Until they face themselves honestly — acknowledging both their potential and their limitations — the cycle cannot be broken. They must learn what situations activate their worst impulses and develop strategies for managing those moments when they arrive.
The Necessity of Self-Knowledge
This internal work isn’t optional for successful reentry — it’s the foundation upon which everything else is built. All the job training, housing assistance, and social support in the world won’t matter if someone hasn’t developed the emotional tools to handle stress without self-destruction.
The process is by no means easy. It requires courage to examine painful truths, honesty to acknowledge personal responsibility, and persistence to practice new responses until they become natural. But it’s absolutely necessary for breaking the cycle of incarceration.
Paying It Forward
Hopefully, I can pass on these lessons through example rather than preaching. Watching someone navigate challenges successfully while maintaining emotional equilibrium provides a more powerful lesson than any lecture about anger management or stress reduction.

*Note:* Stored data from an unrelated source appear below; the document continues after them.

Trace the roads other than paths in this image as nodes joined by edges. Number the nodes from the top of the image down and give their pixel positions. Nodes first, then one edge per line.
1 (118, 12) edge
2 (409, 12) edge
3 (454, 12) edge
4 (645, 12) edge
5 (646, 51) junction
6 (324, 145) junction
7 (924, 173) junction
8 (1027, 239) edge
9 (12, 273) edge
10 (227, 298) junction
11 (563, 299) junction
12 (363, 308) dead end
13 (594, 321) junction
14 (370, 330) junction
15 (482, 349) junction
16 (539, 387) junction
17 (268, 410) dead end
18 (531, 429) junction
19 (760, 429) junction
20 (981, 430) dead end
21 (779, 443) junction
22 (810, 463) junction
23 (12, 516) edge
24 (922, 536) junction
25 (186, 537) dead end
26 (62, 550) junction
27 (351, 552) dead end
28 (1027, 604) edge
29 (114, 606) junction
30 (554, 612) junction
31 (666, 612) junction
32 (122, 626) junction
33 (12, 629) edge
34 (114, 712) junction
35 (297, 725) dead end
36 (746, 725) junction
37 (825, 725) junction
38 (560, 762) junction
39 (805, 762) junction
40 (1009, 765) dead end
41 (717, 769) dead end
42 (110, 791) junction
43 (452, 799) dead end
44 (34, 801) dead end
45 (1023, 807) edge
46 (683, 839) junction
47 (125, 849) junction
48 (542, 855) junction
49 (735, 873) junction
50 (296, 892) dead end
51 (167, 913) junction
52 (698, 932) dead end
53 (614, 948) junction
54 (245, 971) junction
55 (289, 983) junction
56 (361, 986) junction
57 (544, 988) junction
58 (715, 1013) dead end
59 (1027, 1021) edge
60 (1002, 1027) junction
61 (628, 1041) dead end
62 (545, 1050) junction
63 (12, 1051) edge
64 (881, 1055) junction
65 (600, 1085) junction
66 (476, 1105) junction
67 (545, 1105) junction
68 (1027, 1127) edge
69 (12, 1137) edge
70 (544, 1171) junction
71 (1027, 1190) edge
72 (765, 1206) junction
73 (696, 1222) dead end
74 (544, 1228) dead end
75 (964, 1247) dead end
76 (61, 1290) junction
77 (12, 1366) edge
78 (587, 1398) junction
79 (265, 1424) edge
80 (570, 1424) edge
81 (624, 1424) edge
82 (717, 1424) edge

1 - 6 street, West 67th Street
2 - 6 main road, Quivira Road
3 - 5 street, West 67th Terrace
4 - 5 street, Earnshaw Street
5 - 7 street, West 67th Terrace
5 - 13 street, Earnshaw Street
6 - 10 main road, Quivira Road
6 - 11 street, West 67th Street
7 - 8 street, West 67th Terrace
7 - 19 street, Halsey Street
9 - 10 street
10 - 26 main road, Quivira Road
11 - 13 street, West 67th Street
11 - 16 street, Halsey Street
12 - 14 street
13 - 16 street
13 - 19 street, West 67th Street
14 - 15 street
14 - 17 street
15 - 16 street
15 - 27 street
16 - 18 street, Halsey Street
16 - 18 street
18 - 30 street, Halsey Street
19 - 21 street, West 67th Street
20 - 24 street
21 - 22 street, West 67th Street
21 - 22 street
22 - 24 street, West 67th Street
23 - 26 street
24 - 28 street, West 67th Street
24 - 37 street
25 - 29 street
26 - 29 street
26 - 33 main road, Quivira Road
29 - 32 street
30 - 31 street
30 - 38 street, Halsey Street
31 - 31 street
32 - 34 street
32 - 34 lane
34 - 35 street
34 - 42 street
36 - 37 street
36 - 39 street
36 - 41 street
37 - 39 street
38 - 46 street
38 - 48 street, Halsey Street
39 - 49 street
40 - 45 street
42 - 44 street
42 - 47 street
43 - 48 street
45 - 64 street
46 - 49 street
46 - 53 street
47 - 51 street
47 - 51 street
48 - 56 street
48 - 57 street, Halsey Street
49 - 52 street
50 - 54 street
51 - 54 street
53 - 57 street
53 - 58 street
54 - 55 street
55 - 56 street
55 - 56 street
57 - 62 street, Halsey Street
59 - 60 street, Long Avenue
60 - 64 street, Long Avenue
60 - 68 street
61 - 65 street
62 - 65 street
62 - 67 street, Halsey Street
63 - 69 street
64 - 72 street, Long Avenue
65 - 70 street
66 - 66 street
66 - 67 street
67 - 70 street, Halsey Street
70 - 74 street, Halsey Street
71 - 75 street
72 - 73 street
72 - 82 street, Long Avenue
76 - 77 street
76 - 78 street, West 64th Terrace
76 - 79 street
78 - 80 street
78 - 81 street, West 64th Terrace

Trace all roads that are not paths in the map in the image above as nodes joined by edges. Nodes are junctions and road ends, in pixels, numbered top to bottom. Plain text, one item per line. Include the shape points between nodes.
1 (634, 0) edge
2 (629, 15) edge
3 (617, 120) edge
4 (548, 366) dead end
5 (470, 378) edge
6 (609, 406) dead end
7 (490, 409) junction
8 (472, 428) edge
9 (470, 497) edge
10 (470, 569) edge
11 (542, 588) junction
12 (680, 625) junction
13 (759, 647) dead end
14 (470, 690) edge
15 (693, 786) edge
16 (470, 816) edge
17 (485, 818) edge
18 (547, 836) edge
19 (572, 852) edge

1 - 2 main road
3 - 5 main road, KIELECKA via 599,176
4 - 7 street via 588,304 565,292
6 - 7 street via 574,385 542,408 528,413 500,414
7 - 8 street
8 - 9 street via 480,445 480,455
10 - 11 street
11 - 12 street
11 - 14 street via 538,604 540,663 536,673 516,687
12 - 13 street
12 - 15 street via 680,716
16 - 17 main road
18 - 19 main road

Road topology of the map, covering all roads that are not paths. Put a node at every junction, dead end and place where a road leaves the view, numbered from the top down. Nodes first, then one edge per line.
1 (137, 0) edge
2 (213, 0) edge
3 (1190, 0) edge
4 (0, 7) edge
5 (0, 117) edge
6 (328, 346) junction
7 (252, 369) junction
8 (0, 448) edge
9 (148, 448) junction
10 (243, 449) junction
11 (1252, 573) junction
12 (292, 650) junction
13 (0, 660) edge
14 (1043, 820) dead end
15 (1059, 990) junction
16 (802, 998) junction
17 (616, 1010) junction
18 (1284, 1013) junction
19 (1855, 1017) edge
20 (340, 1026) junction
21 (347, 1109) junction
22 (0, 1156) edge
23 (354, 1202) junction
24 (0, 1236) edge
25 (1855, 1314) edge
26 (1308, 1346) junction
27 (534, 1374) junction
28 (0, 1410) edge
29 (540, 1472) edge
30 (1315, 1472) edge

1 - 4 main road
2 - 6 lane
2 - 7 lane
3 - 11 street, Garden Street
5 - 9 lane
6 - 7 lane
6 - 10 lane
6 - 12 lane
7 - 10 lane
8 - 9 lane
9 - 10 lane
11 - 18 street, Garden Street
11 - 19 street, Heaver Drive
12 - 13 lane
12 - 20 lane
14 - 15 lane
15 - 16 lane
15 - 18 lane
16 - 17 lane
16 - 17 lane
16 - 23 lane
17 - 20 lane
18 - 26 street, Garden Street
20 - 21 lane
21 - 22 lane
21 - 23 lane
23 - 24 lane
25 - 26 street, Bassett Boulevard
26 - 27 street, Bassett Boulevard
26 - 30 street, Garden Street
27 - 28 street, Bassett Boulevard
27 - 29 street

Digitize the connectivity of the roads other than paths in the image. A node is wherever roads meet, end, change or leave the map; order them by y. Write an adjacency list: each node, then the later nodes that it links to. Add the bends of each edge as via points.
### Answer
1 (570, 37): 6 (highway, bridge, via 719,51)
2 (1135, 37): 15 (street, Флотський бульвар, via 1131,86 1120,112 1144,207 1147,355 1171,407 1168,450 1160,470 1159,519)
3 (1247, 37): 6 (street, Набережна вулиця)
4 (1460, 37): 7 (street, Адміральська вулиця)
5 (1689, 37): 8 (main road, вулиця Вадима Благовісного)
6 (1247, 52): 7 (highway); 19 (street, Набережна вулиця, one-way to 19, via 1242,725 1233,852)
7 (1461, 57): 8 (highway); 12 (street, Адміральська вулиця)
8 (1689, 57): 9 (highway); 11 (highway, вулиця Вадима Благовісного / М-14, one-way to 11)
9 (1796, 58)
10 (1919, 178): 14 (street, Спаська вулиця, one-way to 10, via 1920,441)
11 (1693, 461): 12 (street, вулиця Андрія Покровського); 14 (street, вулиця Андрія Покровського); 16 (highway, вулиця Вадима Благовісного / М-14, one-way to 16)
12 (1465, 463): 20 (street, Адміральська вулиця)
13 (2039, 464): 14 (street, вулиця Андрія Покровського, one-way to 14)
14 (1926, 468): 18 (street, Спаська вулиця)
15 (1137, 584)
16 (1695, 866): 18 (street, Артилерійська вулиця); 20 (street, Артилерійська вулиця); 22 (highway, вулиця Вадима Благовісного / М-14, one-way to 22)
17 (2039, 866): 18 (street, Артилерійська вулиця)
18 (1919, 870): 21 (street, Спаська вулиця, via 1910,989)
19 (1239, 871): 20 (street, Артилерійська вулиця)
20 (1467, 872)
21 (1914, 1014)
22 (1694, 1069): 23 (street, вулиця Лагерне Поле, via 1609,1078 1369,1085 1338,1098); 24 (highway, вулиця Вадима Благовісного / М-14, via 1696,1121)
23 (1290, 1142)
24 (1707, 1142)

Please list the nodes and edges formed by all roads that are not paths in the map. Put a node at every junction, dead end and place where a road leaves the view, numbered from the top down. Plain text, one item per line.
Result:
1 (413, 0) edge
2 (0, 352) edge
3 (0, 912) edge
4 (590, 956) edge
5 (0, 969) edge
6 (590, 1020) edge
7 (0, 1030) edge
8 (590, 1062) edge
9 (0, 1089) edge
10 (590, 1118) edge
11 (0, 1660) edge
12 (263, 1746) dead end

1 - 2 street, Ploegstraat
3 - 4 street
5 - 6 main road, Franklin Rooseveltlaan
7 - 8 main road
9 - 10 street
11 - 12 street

My goal is to demonstrate that transformation is possible, that people can change fundamental aspects of their character with sufficient commitment and proper tools. This isn’t about perfection — I still struggle with anger, still feel overwhelmed by stress, still default to old patterns occasionally. But I’ve developed the skills to recognize these moments and course-correct before they lead to destructive outcomes.
The Universal Application
The advice to “know thyself” isn’t limited to the formerly incarcerated community. Everyone faces stressors that trigger unhealthy responses. Everyone has psychological patterns that sabotage their goals and relationships. The tools that work in prison — self-reflection, emotional awareness, alternative response strategies — prove equally valuable in civilian life.
The main difference is urgency. In prison, failing to develop these skills can literally be a matter of life and death. In the free world, the consequences might be lost jobs, damaged relationships, or missed opportunities — serious, but not immediately fatal.
The Ongoing Journey
Self-knowledge isn’t a destination but a continuous process of discovery and refinement. As circumstances change and new challenges emerge, I continue to learn things about myself that surprise me. The key is maintaining the commitment to growth and the willingness to adapt strategies as needed.
The mirror may have been shadowed for many years, but it’s gradually becoming clearer. Each challenge successfully navigated, each trigger appropriately managed, each moment of wisdom applied rather than wisdom ignored — they all contribute to a clearer understanding of who I am and who I want to become.
The ancient Greek maxim “know thyself” remains the most practical advice for anyone seeking to build a life worth living. In prison or in freedom, self-knowledge is the foundation of all other growth.